Give the listing again word for word, excluding the pictures it contains.
*** Opening of RAW DATA ***
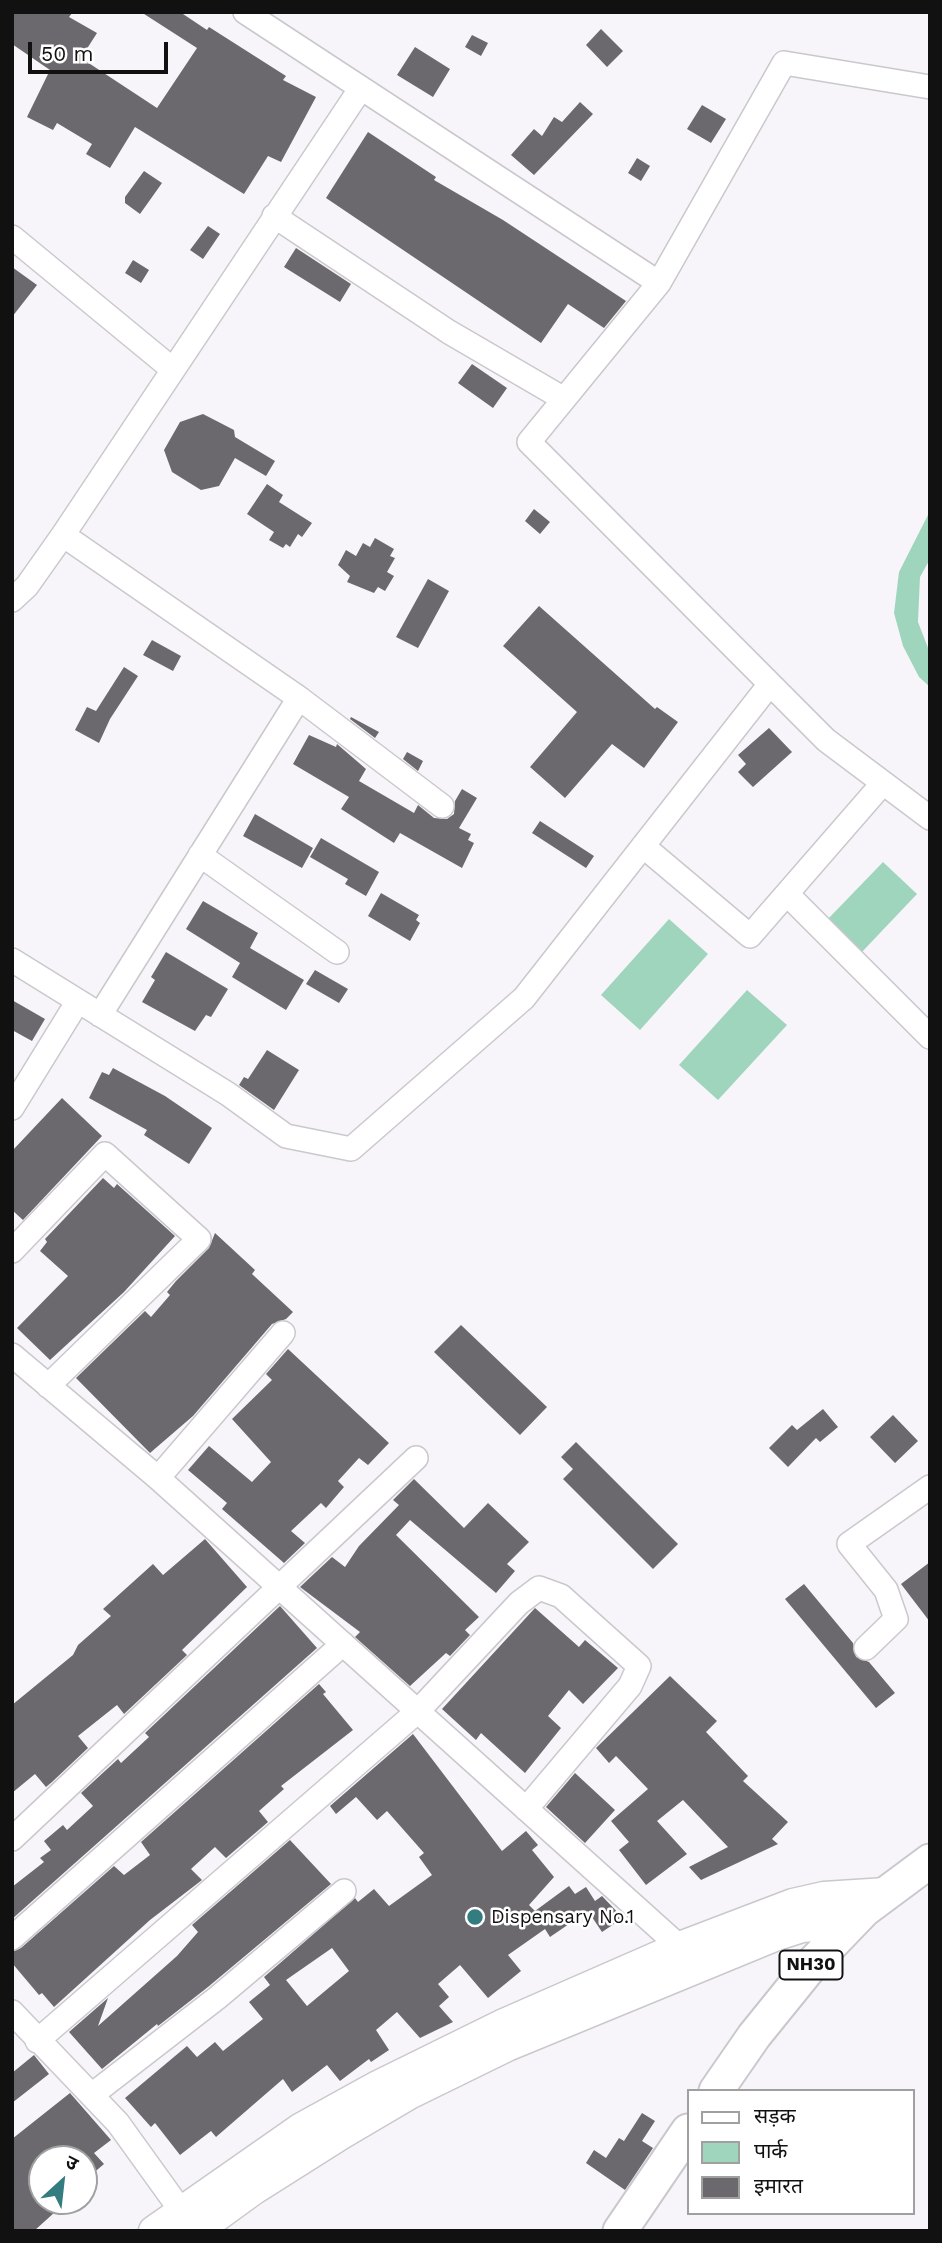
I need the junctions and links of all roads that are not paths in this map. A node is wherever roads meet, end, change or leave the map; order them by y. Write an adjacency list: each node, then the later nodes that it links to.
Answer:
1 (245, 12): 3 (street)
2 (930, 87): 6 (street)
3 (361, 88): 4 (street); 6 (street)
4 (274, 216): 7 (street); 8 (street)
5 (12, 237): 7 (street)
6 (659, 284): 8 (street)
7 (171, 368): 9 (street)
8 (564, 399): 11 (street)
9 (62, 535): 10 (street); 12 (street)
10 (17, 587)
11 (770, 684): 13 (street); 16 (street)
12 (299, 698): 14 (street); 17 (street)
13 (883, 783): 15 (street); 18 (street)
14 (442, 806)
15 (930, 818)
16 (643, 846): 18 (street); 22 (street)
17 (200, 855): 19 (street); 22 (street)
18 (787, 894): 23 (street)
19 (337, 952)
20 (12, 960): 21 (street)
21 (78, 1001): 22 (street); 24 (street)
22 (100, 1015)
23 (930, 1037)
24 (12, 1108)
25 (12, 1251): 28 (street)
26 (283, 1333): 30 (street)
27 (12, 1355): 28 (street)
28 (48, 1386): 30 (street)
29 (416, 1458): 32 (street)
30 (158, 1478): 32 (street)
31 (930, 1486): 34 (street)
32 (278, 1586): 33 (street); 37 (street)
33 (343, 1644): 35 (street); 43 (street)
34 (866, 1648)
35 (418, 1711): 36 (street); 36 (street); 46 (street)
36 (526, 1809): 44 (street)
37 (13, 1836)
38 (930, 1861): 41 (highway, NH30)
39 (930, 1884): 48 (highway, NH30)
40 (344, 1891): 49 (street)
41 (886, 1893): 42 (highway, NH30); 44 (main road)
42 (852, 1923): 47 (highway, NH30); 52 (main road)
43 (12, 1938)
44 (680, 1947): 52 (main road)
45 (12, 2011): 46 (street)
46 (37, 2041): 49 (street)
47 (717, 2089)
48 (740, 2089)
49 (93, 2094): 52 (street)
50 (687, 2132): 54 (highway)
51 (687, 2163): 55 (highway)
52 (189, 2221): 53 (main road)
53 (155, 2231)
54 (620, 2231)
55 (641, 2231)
*** Close of RAW DATA ***
◆ **EXERCISE ANSWER**:
I need the junctions and links of all roads that are not paths in this map. A node is wherever roads meet, end, change or leave the map; order them by y. Write an adjacency list: each node, then the later nodes that it links to.
Answer:
1 (245, 12): 3 (street)
2 (930, 87): 6 (street)
3 (361, 88): 4 (street); 6 (street)
4 (274, 216): 7 (street); 8 (street)
5 (12, 237): 7 (street)
6 (659, 284): 8 (street)
7 (171, 368): 9 (street)
8 (564, 399): 11 (street)
9 (62, 535): 10 (street); 12 (street)
10 (17, 587)
11 (770, 684): 13 (street); 16 (street)
12 (299, 698): 14 (street); 17 (street)
13 (883, 783): 15 (street); 18 (street)
14 (442, 806)
15 (930, 818)
16 (643, 846): 18 (street); 22 (street)
17 (200, 855): 19 (street); 22 (street)
18 (787, 894): 23 (street)
19 (337, 952)
20 (12, 960): 21 (street)
21 (78, 1001): 22 (street); 24 (street)
22 (100, 1015)
23 (930, 1037)
24 (12, 1108)
25 (12, 1251): 28 (street)
26 (283, 1333): 30 (street)
27 (12, 1355): 28 (street)
28 (48, 1386): 30 (street)
29 (416, 1458): 32 (street)
30 (158, 1478): 32 (street)
31 (930, 1486): 34 (street)
32 (278, 1586): 33 (street); 37 (street)
33 (343, 1644): 35 (street); 43 (street)
34 (866, 1648)
35 (418, 1711): 36 (street); 36 (street); 46 (street)
36 (526, 1809): 44 (street)
37 (13, 1836)
38 (930, 1861): 41 (highway, NH30)
39 (930, 1884): 48 (highway, NH30)
40 (344, 1891): 49 (street)
41 (886, 1893): 42 (highway, NH30); 44 (main road)
42 (852, 1923): 47 (highway, NH30); 52 (main road)
43 (12, 1938)
44 (680, 1947): 52 (main road)
45 (12, 2011): 46 (street)
46 (37, 2041): 49 (street)
47 (717, 2089)
48 (740, 2089)
49 (93, 2094): 52 (street)
50 (687, 2132): 54 (highway)
51 (687, 2163): 55 (highway)
52 (189, 2221): 53 (main road)
53 (155, 2231)
54 (620, 2231)
55 (641, 2231)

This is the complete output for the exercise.